François Giguère, comptable agréé et ancien assistant au directeur-général des Nordiques de Québec et des Stars de Dallas, et ancien directeur général de l’Avalanche du Colorado, s’est reconverti en 2014 en gestionnaire de patrimoine pour A&I Financial Services. En 2015, il confiait à Conseiller qu’il gérait l’argent des athlètes un peu comme le pécule d’un préretraité, plutôt que celui d’un travailleur en phase d’accumulation. 

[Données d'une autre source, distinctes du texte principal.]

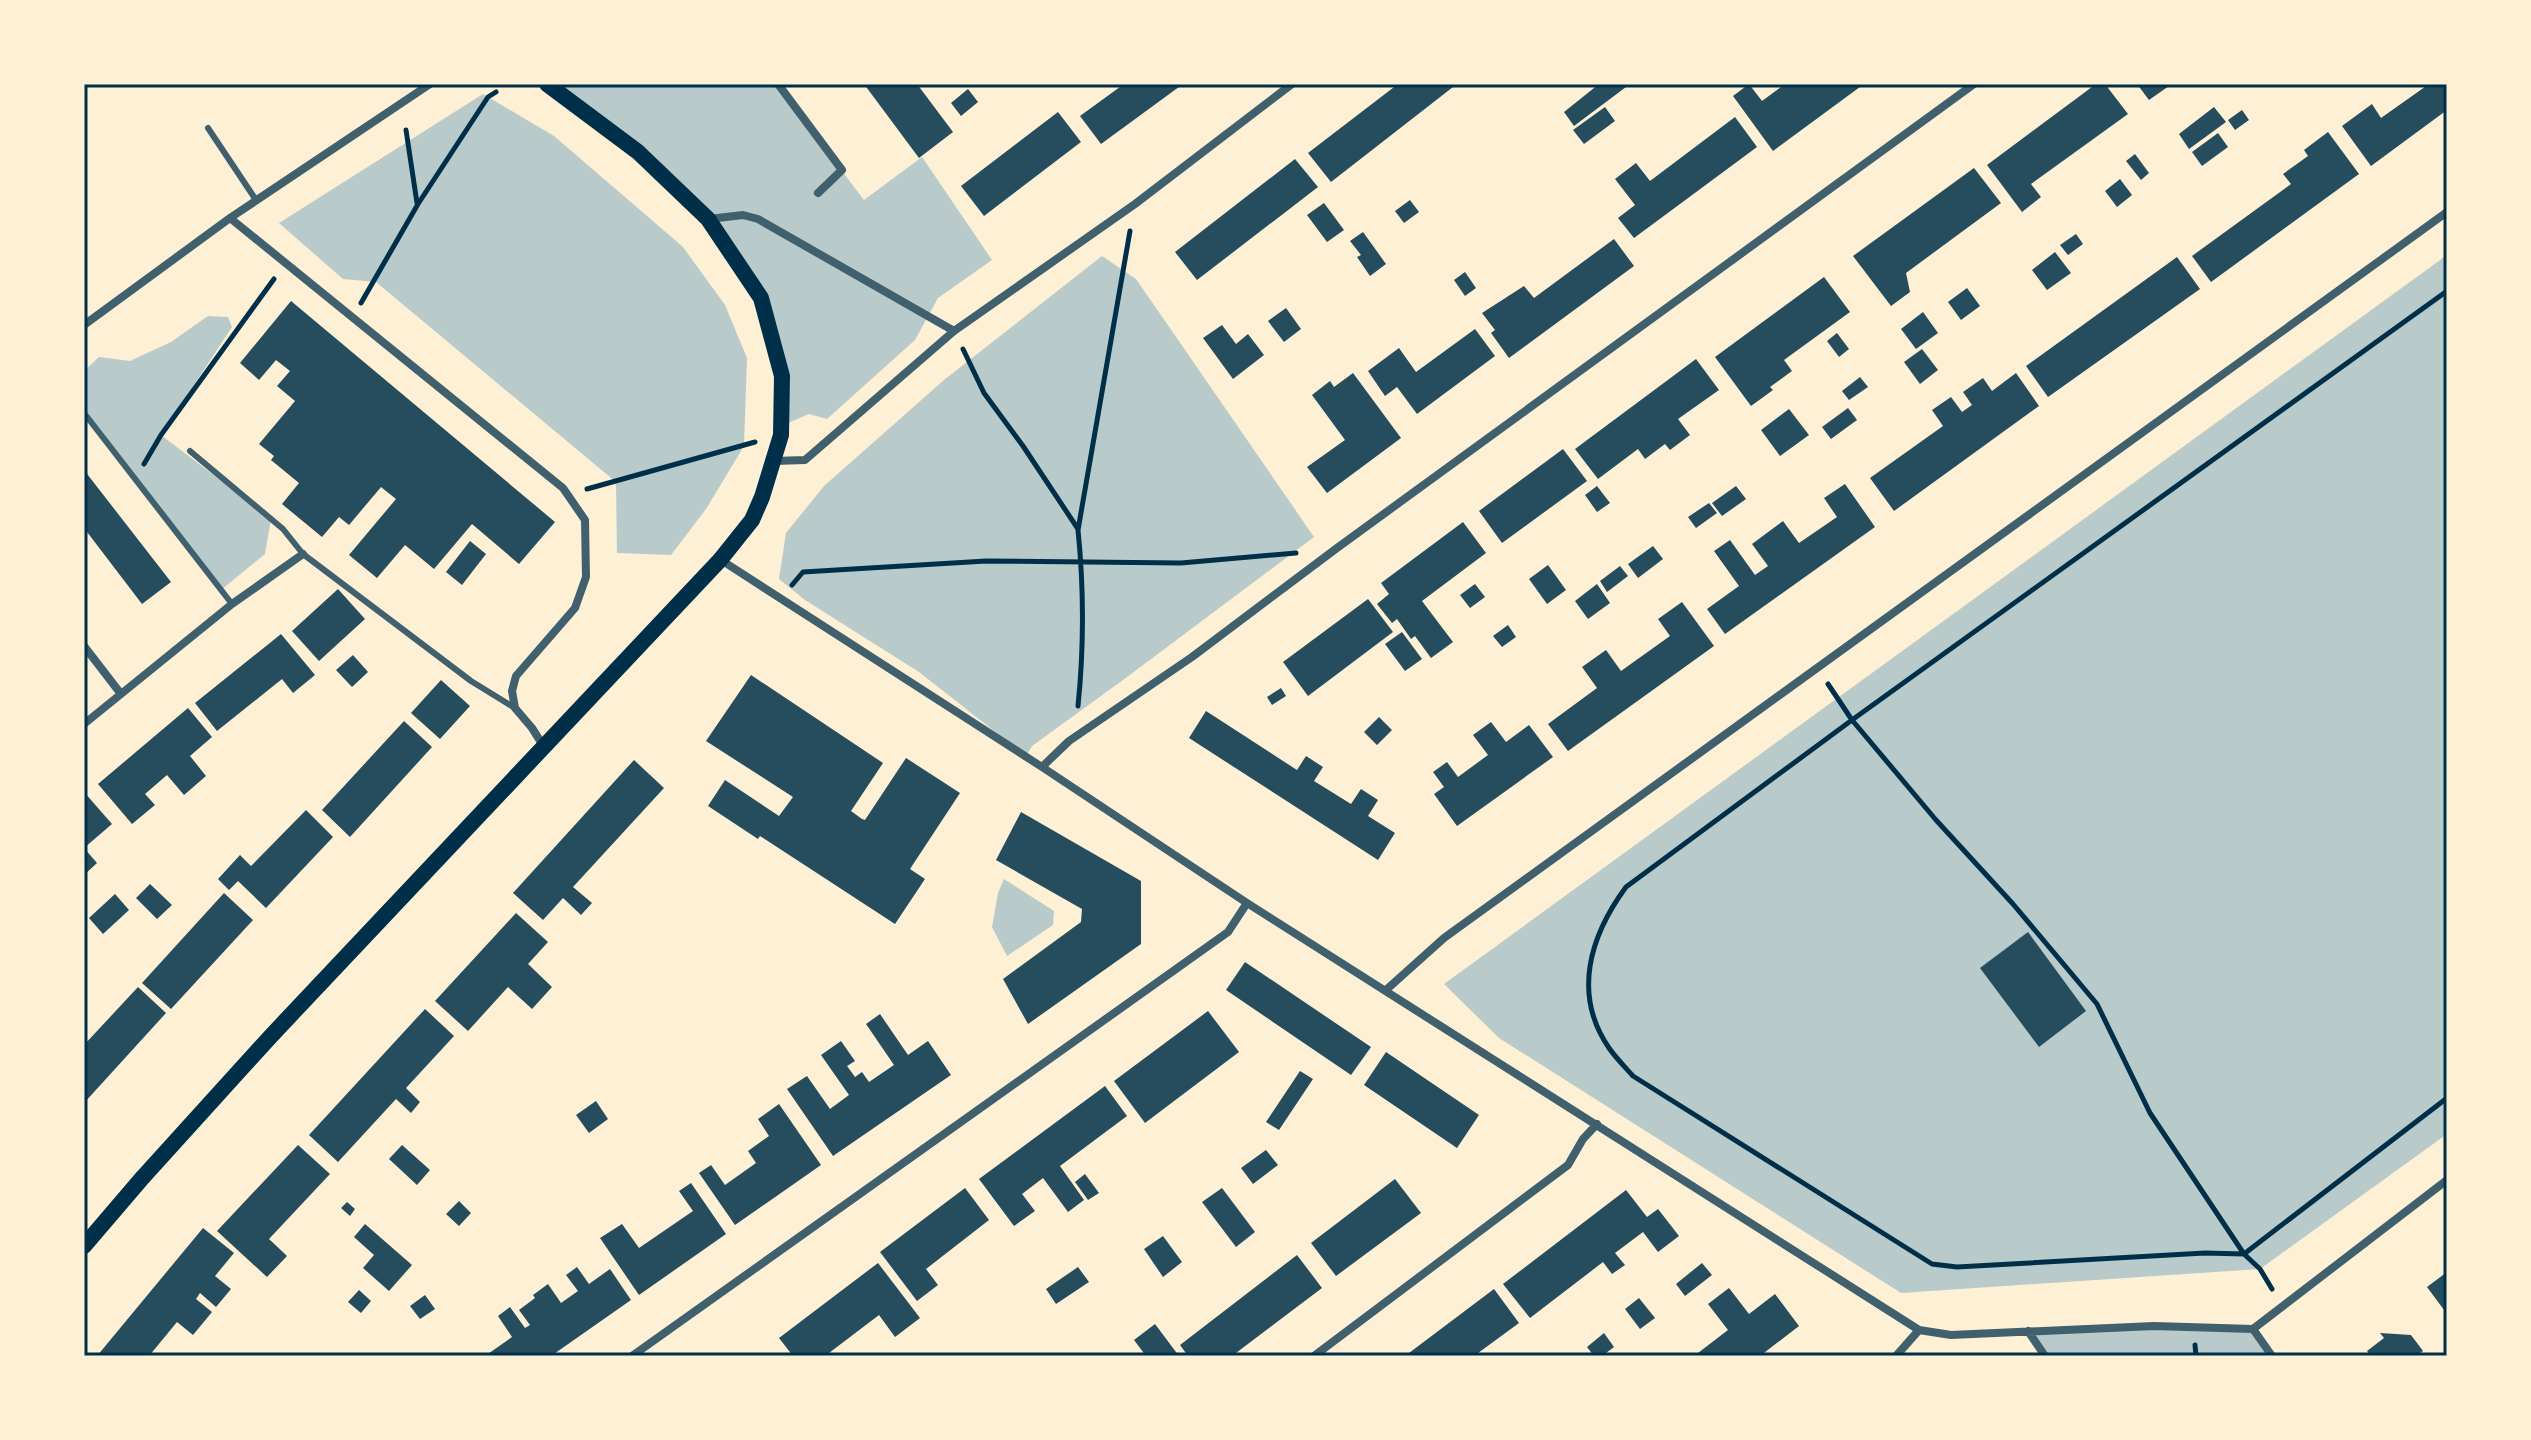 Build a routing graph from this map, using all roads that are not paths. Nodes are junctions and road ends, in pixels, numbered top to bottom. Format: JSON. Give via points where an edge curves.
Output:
{"nodes":[{"id":1,"x":430,"y":84,"type":"edge"},
{"id":2,"x":547,"y":84,"type":"edge"},
{"id":3,"x":778,"y":84,"type":"edge"},
{"id":4,"x":1292,"y":84,"type":"edge"},
{"id":5,"x":1974,"y":84,"type":"edge"},
{"id":6,"x":208,"y":128,"type":"dead end"},
{"id":7,"x":818,"y":193,"type":"dead end"},
{"id":8,"x":256,"y":200,"type":"junction"},
{"id":9,"x":2447,"y":212,"type":"edge"},
{"id":10,"x":230,"y":218,"type":"junction"},
{"id":11,"x":708,"y":219,"type":"junction"},
{"id":12,"x":84,"y":325,"type":"edge"},
{"id":13,"x":954,"y":331,"type":"junction"},
{"id":14,"x":84,"y":413,"type":"edge"},
{"id":15,"x":190,"y":451,"type":"dead end"},
{"id":16,"x":774,"y":461,"type":"junction"},
{"id":17,"x":303,"y":554,"type":"junction"},
{"id":18,"x":720,"y":560,"type":"junction"},
{"id":19,"x":232,"y":604,"type":"junction"},
{"id":20,"x":84,"y":646,"type":"edge"},
{"id":21,"x":121,"y":694,"type":"junction"},
{"id":22,"x":515,"y":708,"type":"junction"},
{"id":23,"x":84,"y":724,"type":"edge"},
{"id":24,"x":544,"y":747,"type":"junction"},
{"id":25,"x":1042,"y":767,"type":"junction"},
{"id":26,"x":1247,"y":903,"type":"junction"},
{"id":27,"x":1386,"y":990,"type":"junction"},
{"id":28,"x":1597,"y":1124,"type":"junction"},
{"id":29,"x":2447,"y":1180,"type":"edge"},
{"id":30,"x":84,"y":1246,"type":"edge"},
{"id":31,"x":2253,"y":1329,"type":"junction"},
{"id":32,"x":1919,"y":1330,"type":"junction"},
{"id":33,"x":2028,"y":1331,"type":"junction"},
{"id":34,"x":632,"y":1356,"type":"edge"},
{"id":35,"x":1314,"y":1356,"type":"edge"},
{"id":36,"x":1896,"y":1356,"type":"edge"},
{"id":37,"x":2045,"y":1356,"type":"edge"},
{"id":38,"x":2272,"y":1356,"type":"edge"}],
"edges":[{"from":1,"to":8,"type":"street"},
{"from":2,"to":11,"type":"main road","via":[[638,152]]},
{"from":3,"to":7,"type":"street","via":[[842,170]]},
{"from":4,"to":13,"type":"street","via":[[1135,204]]},
{"from":5,"to":25,"type":"street","via":[[1192,657],[1069,741]]},
{"from":6,"to":8,"type":"lane"},
{"from":8,"to":10,"type":"street"},
{"from":9,"to":27,"type":"street","via":[[1444,938]]},
{"from":10,"to":12,"type":"street"},
{"from":10,"to":22,"type":"street","via":[[563,488],[585,520],[586,577],[575,608],[516,676]]},
{"from":11,"to":13,"type":"street","via":[[758,219]]},
{"from":11,"to":16,"type":"main road","via":[[761,298],[782,376],[781,435]]},
{"from":13,"to":16,"type":"street","via":[[805,460]]},
{"from":14,"to":19,"type":"lane"},
{"from":15,"to":17,"type":"lane","via":[[283,529]]},
{"from":16,"to":18,"type":"main road","via":[[752,520]]},
{"from":17,"to":19,"type":"street"},
{"from":17,"to":22,"type":"lane","via":[[471,681]]},
{"from":18,"to":24,"type":"main road"},
{"from":18,"to":25,"type":"street"},
{"from":19,"to":21,"type":"street"},
{"from":20,"to":21,"type":"street"},
{"from":21,"to":23,"type":"street"},
{"from":22,"to":24,"type":"street"},
{"from":24,"to":30,"type":"main road","via":[[270,1037]]},
{"from":25,"to":26,"type":"street"},
{"from":26,"to":27,"type":"street"},
{"from":26,"to":34,"type":"street","via":[[1228,932]]},
{"from":27,"to":28,"type":"street"},
{"from":28,"to":32,"type":"street"},
{"from":28,"to":35,"type":"street","via":[[1568,1165]]},
{"from":29,"to":31,"type":"street"},
{"from":31,"to":33,"type":"street"},
{"from":31,"to":38,"type":"street"},
{"from":32,"to":33,"type":"street","via":[[1951,1335]]},
{"from":32,"to":36,"type":"street"},
{"from":33,"to":37,"type":"street"}]}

«  L’argent que le joueur fait au début de sa carrière doit être protégé, avec des placements sûrs et liquides, nous disait-il alors. Puis on pensera à mettre des sommes de côté à l’abri pour la période de transition post-carrière. Ensuite seulement, on pourra avoir une vision à plus long terme et miser sur des placements plus risqués, mais à plus fort potentiel de rendement. »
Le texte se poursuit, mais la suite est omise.